Paolo e Giuseppe Borsellino, titolari di una piccola impresa di calcestruzzo a Lucca Sicula, si trovarono al centro dell'uragano del guadagno corrotto. "Hanno resistito con coraggio e determinazione all’assedio della mafia e sono stati uccisi".
Pasquale Borsellino
"Papà e Paolo erano due persone semplicissime che non facevano lotta alla mafia - ha aggiunto Pasquale Borsellino - che non erano particolarmente impegnati. Erano solo due imprenditori con dei sogni, soprattutto Paolo, che quando è stato ucciso aveva 30 anni e due bambini piccoli che avrebbe voluto vedere crescere. Lavorava con il movimento terra, nacque poi l’idea di un impianto di calcestruzzi che è stata la nostra disperazione perché sul territorio di Lucca Sicula giunsero dei finanziamenti". Così all’improvviso un impianto di calcestruzzi con una sola betoniera "divenne al centro di interessi mafiosi".
"Prima chiesero il pizzo poi uccisero Paolo"
Prima vennero a chiedere il pizzo "mai in maniera diretta, dicevano che c’erano amici in carcere e che bisognava mantenere le loro mogli e i loro figli, dacci dei soldi ma mio fratello rispose che con quella gente non voleva avere nulla a che fare". Poi vennero per uccidere Paolo. Il corpo fu trovato dal padre, Giuseppe, dopo ore di ricerca, in un’auto, la sua Panda, vicino a dove abitava.
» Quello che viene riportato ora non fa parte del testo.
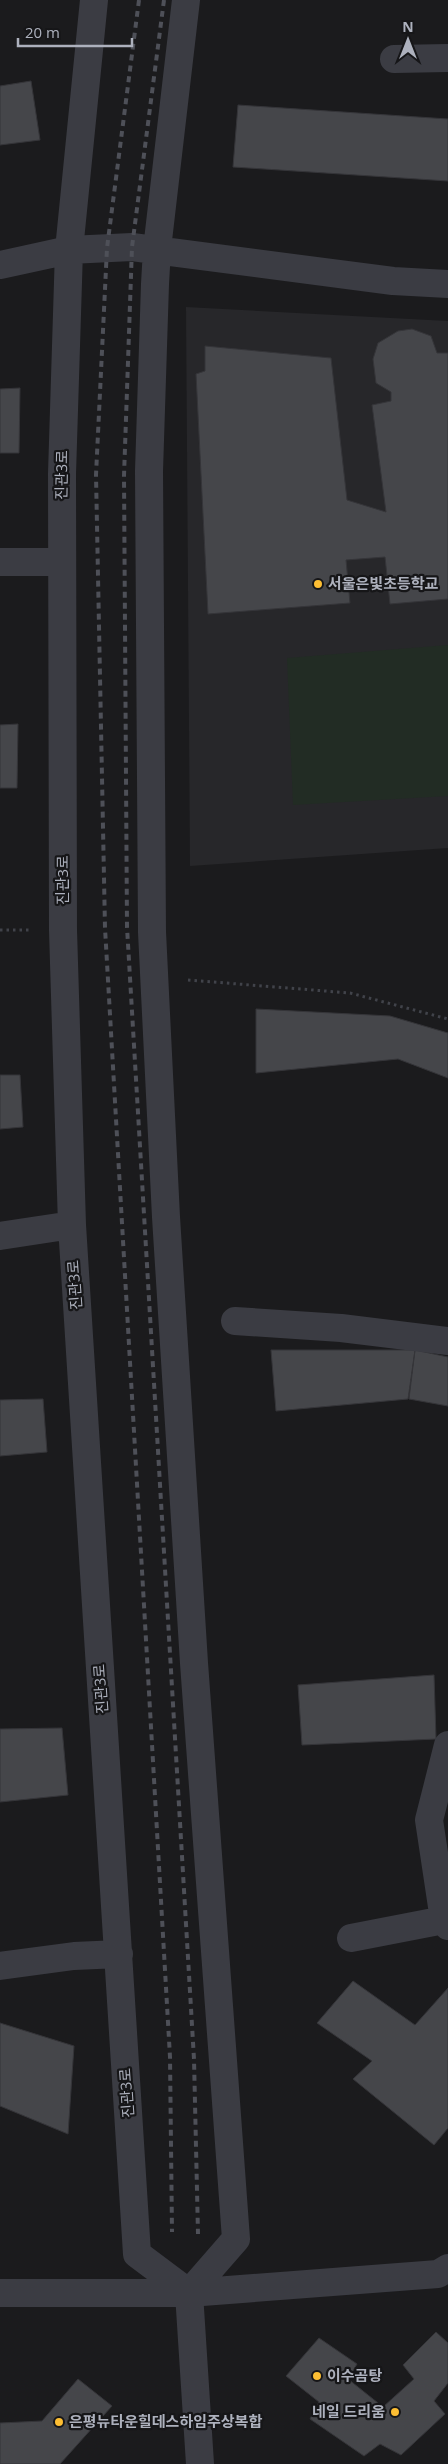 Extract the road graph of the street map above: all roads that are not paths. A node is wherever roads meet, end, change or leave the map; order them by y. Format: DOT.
graph roads {
  1 [pos="94,0"];
  2 [pos="186,0"];
  3 [pos="448,58"];
  4 [pos="394,59"];
  5 [pos="157,249"];
  6 [pos="69,250"];
  7 [pos="0,265"];
  8 [pos="448,284"];
  9 [pos="0,562"];
  10 [pos="62,562"];
  11 [pos="72,1225"];
  12 [pos="0,1236"];
  13 [pos="235,1321"];
  14 [pos="448,1341"];
  15 [pos="448,1745"];
  16 [pos="446,1923"];
  17 [pos="351,1938"];
  18 [pos="118,1954"];
  19 [pos="0,1966"];
  20 [pos="448,2268"];
  21 [pos="0,2293"];
  22 [pos="189,2293"];
  23 [pos="200,2464"];
  1 -- 6 [label="street, 진관3로"];
  2 -- 5 [label="street"];
  3 -- 4 [label="street"];
  5 -- 6 [label="street"];
  5 -- 8 [label="street"];
  5 -- 22 [label="street"];
  6 -- 7 [label="street"];
  6 -- 10 [label="street, 진관3로"];
  9 -- 10 [label="street"];
  10 -- 11 [label="street, 진관3로"];
  11 -- 12 [label="street"];
  11 -- 18 [label="street, 진관3로"];
  13 -- 14 [label="street"];
  15 -- 16 [label="street"];
  16 -- 17 [label="street"];
  18 -- 19 [label="street"];
  18 -- 22 [label="street, 진관3로"];
  20 -- 22 [label="street"];
  21 -- 22 [label="street"];
  22 -- 23 [label="street"];
}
Lo riconobbe dalle gambe che uscivano dallo sportello della macchina, ma non ebbe la forza di avvicinarsi e chiamò aiuto. "Gli spararono in faccia con la lupara a canne mozze, lui cercò di proteggersi il viso con una mano e perse tutte le dita. Quindi un colpo al cuore". Gli otto mesi successivi, fino al suo omicidio, furono distruttivi per Giuseppe, abbandonato da tutti, tranne che dalla sua famiglia.
L'omicidio di Giuseppe
In paese, quel paese dove era nato e cresciuto e dove vivevano i suoi amici trattava Giuseppe come il "pazzo", colui che aveva commesso la "follia" di dire al magistrato di aver subito intimidazioni mafiose. "Lottò come un guerriero, andò a parlare con il giudice Borsellino, acquisì informazioni che riportava puntualmente al magistrato ma poche ore dopo ciascuna delle sue deposizioni, la mafia già aveva in mano il verbale, grazie ad un poliziotto corrotto che poi venne incriminato". Giuseppe viveva in un’area isolata del paese, sarebbe stato facile coglierlo nella sua abitazione e ucciderlo. Ma invece no, lo aspettarono sulla piazza centrale del paese. "Non aveva una scorta, nessuna protezione. Gli spararono 34 colpi di Kalashnikov, devastandogli il corpo. Nessuno intervenne. Io vivo in Veneto, mio padre volle salvarmi la vita mandandomi lontano a fare il tirocinio. Se no quel giorno, sarei morto insieme a lui".
"Nel 1992 morirono tre Borsellino"
Di qui le conclusioni. "Ancora oggi, quando il 21 marzo si leggono i nomi delle tante vittime innocenti delle mafie, qualcuno cancella il secondo “Paolo Borsellino”, pensando si tratti di un doppione, dovuto a errore di battitura. Invece nel 1992 morirono per mano mafiosa tre Borsellino, due si chiamavano Paolo".